* Exercise
When a record contains an image, skip the image and retype the rest of that record exactly.

* Items listed in a dataset
--
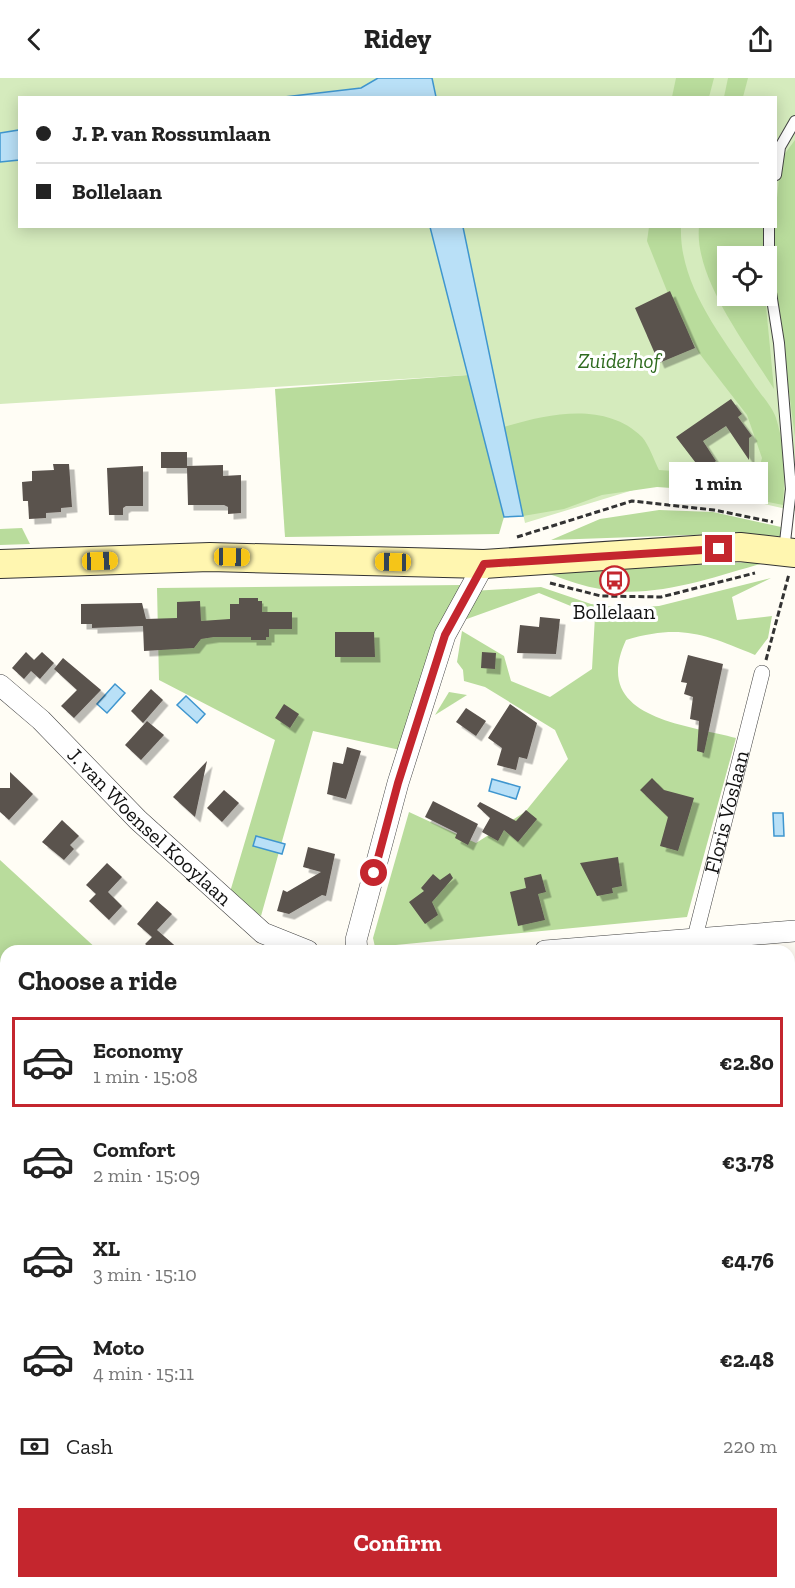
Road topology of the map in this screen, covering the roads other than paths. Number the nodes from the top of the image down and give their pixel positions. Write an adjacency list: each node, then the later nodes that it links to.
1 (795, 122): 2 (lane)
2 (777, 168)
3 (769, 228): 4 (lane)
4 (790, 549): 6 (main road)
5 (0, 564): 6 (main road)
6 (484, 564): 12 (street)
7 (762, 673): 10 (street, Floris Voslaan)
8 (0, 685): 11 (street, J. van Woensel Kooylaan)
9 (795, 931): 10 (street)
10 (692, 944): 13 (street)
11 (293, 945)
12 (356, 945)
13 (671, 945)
--
* Task response
Road topology of the map in this screen, covering the roads other than paths. Number the nodes from the top of the image down and give their pixel positions. Write an adjacency list: each node, then the later nodes that it links to.
1 (795, 122): 2 (lane)
2 (777, 168)
3 (769, 228): 4 (lane)
4 (790, 549): 6 (main road)
5 (0, 564): 6 (main road)
6 (484, 564): 12 (street)
7 (762, 673): 10 (street, Floris Voslaan)
8 (0, 685): 11 (street, J. van Woensel Kooylaan)
9 (795, 931): 10 (street)
10 (692, 944): 13 (street)
11 (293, 945)
12 (356, 945)
13 (671, 945)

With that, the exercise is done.